Saved entries
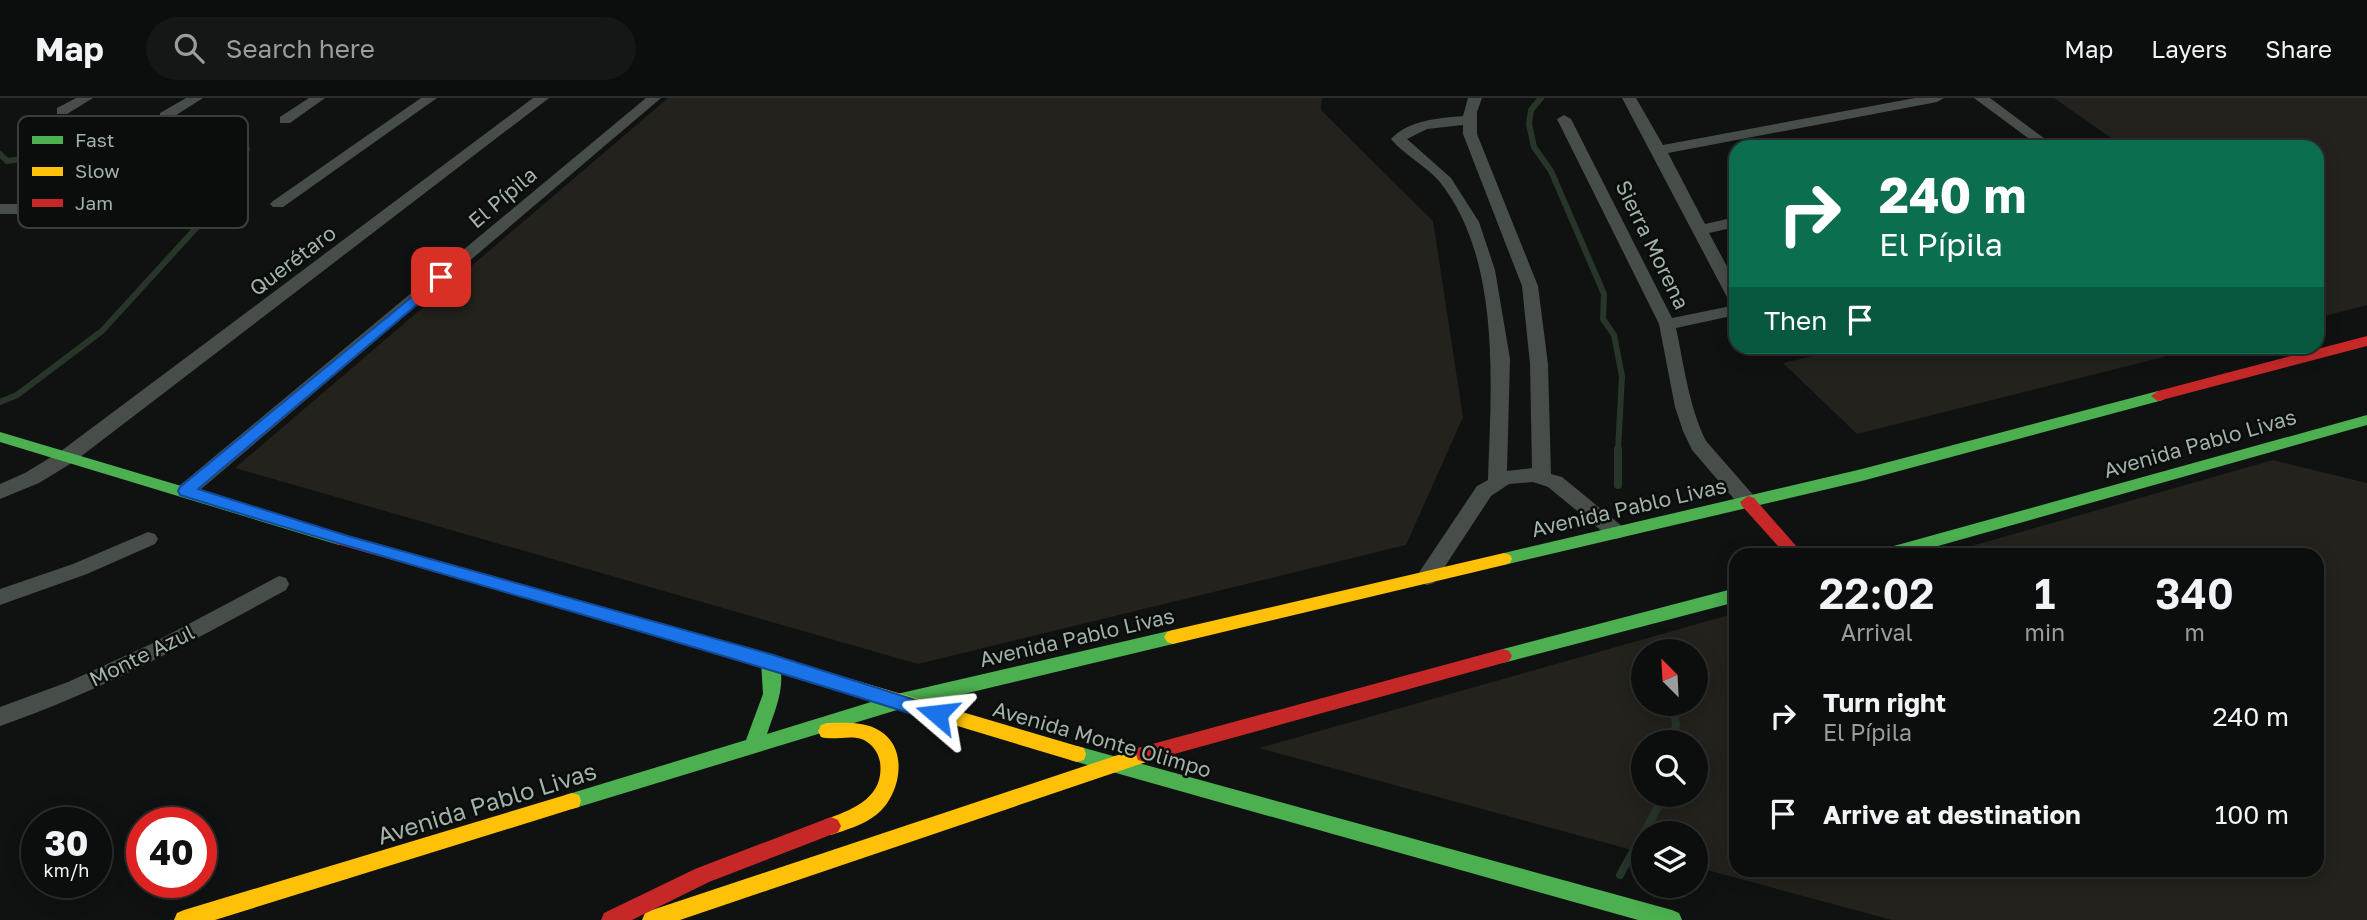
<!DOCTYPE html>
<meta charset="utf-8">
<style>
body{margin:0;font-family:"Golos Text",sans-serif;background:#151616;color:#f1f3f6;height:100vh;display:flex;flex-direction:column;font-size:26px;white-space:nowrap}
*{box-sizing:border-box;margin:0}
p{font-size:23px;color:#9a9c9d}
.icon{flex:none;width:38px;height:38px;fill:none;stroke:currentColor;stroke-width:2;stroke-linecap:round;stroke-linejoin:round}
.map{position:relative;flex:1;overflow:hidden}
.panel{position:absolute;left:1729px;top:450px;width:595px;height:329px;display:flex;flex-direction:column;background:#0c0d0d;border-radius:21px;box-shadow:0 4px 18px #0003,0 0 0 2px #2c2d2e}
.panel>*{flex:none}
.banner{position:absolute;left:1729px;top:42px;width:595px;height:214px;border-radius:21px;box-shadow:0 4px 18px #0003,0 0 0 2px #2c2d2e;background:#0b6e4f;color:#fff;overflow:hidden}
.needle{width:46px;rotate:336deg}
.buttons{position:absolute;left:1631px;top:541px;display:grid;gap:14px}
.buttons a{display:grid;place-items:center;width:77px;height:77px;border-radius:50%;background:#0c0d0d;box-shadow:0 4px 18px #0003,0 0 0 2px #2c2d2e;font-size:35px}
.speed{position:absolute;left:21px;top:709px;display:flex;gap:14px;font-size:35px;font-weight:700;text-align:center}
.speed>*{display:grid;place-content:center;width:91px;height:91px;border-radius:50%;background:#0c0d0d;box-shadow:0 4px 18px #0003,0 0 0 2px #2c2d2e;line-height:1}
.speed small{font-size:18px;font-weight:400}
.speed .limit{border:10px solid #d22;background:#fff;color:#111}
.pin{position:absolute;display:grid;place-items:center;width:60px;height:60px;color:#fff;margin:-30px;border-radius:14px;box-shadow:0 4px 10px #0006}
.me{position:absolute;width:77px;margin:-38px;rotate:287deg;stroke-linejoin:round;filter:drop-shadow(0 0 5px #0008)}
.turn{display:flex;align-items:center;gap:24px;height:147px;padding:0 35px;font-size:32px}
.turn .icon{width:91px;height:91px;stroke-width:2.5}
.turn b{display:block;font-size:49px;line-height:60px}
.then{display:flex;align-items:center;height:66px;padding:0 35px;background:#0003;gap:14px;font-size:26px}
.eta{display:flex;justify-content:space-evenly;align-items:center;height:119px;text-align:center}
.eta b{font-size:42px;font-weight:600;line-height:49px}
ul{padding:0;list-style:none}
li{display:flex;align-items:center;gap:21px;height:98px;padding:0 35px}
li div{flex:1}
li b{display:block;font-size:26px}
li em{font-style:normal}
header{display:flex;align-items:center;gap:42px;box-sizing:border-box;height:98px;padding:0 35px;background:#0c0d0d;border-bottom:2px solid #2c2d2e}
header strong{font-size:33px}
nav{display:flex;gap:38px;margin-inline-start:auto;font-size:24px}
.search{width:490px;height:63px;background:#151616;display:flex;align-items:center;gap:18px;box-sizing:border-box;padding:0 24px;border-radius:38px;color:#9a9c9d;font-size:26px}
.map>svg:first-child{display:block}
</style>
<header>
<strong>Map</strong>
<div class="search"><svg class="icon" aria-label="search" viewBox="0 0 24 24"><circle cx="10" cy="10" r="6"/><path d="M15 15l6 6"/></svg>Search here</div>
<nav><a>Map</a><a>Layers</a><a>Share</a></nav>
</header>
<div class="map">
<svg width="2367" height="822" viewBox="0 0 2367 822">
<rect width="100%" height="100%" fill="#101111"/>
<g fill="#23221c" fill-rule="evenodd">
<polygon points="668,0 1322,0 1321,12 1433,123 1463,319 1406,447 918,566 235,370"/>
<polygon points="2054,0 2367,0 2367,207 2317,220 2317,49 2124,49"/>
<polygon points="1853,249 1853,248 2203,249 1857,336 1783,265"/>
<path d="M2273,362L2367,385V822H1892L1696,769V735H1643V755L1259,650L1736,515V772H2317V457H1940ZM1696,553V606H1643V553ZM1696,644V696H1643V644Z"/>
</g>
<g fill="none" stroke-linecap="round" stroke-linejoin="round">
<g stroke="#273629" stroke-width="6">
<polyline points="1541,0 1531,12 1529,26 1534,49 1551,73 1604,196 1603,221 1614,237 1622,278 1618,352"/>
<polyline points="0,56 7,63 131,46 247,51 208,117 102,233 17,297 0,304"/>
</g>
<g stroke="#273629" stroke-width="8">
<polyline points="1618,351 1618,387"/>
<polyline points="1673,606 1676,627 1673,644"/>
<polyline points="1644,735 1665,696"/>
<polyline points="1620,777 1643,736"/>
</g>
<g fill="#474d49" fill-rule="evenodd">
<polygon points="76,0 93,0 67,16 57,16 57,10"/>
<polygon points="186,0 203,0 170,21 160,21 160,15"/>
<polygon points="309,0 325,0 290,25 280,25 280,19"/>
<polygon points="421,0 437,0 283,109 273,109 270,106 273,103"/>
<polygon points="533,0 549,0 75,363 39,385 0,401 0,386 25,375 61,353"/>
<polygon points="646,0 661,0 193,398 179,398 176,393 179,388"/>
<path d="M1468,0H1482L1477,14V36L1538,188L1548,266L1551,376L1562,379L1623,429L1626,434L1623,439L1616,441L1609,439L1548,389L1533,384L1509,386L1491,398L1434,485L1427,487L1420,485L1417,479L1420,473L1477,388L1488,382C1491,288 1502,161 1439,83C1425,67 1404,57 1391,41C1408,22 1439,20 1463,18ZM1463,27V36L1522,188L1530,266L1532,370L1507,373L1510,261L1495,172L1479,124L1451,80L1407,41L1427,31Z"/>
<polygon points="1622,0 1636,0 1663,47 1915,0 1944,0 1937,4 1668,55 1705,126 1736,119 1736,129 1709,135 1736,185 1736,206 1728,201"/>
<polygon points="1974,0 1990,0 2056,49 2040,49"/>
<path d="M1564,17L1571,21L1672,220L1736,207V217L1676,230C1684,267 1689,309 1706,343L1755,399L1758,404L1755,409H1741L1692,352L1683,333L1675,309L1659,226L1557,21Z"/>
<polygon points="0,106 52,106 155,114 163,119 155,124 52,116 0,116"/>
<polygon points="148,434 155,436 158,441 155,446 87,476 0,507 0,491 73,466"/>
<path d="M279,478L286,480L289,486L286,492C193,543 101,593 0,628V609L68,584L151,546Z"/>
</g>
<g fill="#4caf50" fill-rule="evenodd">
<polygon points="2158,293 2163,294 2165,298 2163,302 1862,383 1504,467 1498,465 1496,461 1498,457 1504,455 1862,371"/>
<polygon points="2367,317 2367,327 1906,457 1875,457 1877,453 1883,451"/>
<polygon points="0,334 339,435 345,437 347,441 345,445 339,447 0,344"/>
<polygon points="1736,490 1736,504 1503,565 1497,563 1494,558 1497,553 1503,551"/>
<path d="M1173,532L1179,534L1182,539L1179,544L1173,546L897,612L572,711L565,709L563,703L565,697L572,695L746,642L763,596L761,563L764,558L770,556L776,558C789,583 775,612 767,636L897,596Z"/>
<polygon points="1077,648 1672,812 1679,815 1682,822 1638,822 1077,664 1070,662 1068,656 1070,650"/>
</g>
<g fill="#ffc107" fill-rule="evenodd">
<polygon points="1504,455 1510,457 1512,461 1510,465 1504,467 1173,546 1167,544 1164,539 1167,534 1173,532"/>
<polygon points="668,527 1077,648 1084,650 1086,656 1084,662 1077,664 662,539 659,534 662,529"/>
<path d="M827,625C845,625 864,623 880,633C910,651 900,699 876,717C863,727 846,732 831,737L824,734L821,728L824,722C852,712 885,700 880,664C878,654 873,647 864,642C851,636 835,643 821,639L818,633L821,627Z"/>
<polygon points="1145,648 1152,650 1154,656 1152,662 680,822 642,822 645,815 652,812"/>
<polygon points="572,695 579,697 581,703 579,709 572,711 215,822 174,822 177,815 184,812"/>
</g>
<g fill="#c62828" fill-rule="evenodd">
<polygon points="2367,238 2367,248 2158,303 2151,298 2158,293"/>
<polygon points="1748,398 1754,400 1804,457 1786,457 1742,408 1740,404"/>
<polygon points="339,435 668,527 674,529 677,534 674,539 668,541 333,445 331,441 333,437"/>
<polygon points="1503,551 1509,553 1512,558 1509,563 1503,565 1145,664 1138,662 1136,656 1138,650 1145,648"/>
<polygon points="831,719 838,722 841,728 838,734 709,784 632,822 601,822 604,815 695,771"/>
</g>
</g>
<path fill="#1a73e8" stroke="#114b97" stroke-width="2" d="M441,175L448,179L446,182L198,391L348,438L770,556L944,611L946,616L944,621L937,624C686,543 432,476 180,397L178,393L180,389Z"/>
<g text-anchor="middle" stroke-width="5" stroke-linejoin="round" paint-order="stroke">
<g font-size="21" fill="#a1b3a7" stroke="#0b0c0c">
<text transform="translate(503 100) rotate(-40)" y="7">El Pípila</text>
<text transform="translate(1652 147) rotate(64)" y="7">Sierra Morena</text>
<text transform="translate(293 163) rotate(-37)" y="7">Querétaro</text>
<text transform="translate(2200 346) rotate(-16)" y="7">Avenida Pablo Livas</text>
<text transform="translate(1629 410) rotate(-13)" y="7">Avenida Pablo Livas</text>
<text transform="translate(1077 540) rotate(-13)" y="7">Avenida Pablo Livas</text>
<text transform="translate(142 558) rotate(-26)" y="7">Monte Azul</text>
<text transform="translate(1102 642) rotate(16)" y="7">Avenida Monte Olimpo</text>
</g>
<g font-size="24" fill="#a1b3a7" stroke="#0b0c0c">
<text transform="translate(487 706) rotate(-17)" y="8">Avenida Pablo Livas</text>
</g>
</g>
<rect x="18" y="18" width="230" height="112" rx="10" fill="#0b0c0c" stroke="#383e3a" stroke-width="2"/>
<rect x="32" y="38" width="31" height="8" fill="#4caf50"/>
<rect x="32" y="69" width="31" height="9" fill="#ffc107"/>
<rect x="32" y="101" width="31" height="8" fill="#c62828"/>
<g font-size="19" fill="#a1b3a7">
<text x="75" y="49">Fast</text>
<text x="75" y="80">Slow</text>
<text x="75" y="112">Jam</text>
</g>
</svg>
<div class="buttons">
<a><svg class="needle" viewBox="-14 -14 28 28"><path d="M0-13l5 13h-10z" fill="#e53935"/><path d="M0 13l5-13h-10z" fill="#9a9c9d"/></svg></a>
<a><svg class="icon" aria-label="search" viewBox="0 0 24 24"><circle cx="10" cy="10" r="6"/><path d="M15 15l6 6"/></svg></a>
<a><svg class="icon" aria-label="layers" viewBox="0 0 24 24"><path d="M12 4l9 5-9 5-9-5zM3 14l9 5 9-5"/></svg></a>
</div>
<div class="speed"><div>30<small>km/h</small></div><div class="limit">40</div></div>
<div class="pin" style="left:441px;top:179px;background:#d93025"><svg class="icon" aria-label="arrive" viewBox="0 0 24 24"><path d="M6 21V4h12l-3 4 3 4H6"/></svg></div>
<svg class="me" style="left:937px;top:616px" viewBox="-20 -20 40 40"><path d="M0-17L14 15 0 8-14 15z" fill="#1a73e8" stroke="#fff" stroke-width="4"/></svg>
<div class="banner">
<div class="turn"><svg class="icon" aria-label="right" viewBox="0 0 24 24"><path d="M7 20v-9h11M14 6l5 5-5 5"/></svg><div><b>240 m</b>El Pípila</div></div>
<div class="then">Then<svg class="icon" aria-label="arrive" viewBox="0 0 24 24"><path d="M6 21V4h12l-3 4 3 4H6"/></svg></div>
</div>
<section class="panel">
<div class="eta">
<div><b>22:02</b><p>Arrival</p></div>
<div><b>1</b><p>min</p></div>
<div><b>340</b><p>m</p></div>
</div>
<ul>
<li><svg class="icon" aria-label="right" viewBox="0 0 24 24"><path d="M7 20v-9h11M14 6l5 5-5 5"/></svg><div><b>Turn right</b><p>El Pípila</p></div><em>240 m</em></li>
<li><svg class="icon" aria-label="arrive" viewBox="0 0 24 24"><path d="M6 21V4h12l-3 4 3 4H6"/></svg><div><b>Arrive at destination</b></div><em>100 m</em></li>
</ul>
</section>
</div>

Activity
Pick out every line above that contains the word "hidden" and copy it.

Result of this exercise
.map{position:relative;flex:1;overflow:hidden}
.banner{position:absolute;left:1729px;top:42px;width:595px;height:214px;border-radius:21px;box-shadow:0 4px 18px #0003,0 0 0 2px #2c2d2e;background:#0b6e4f;color:#fff;overflow:hidden}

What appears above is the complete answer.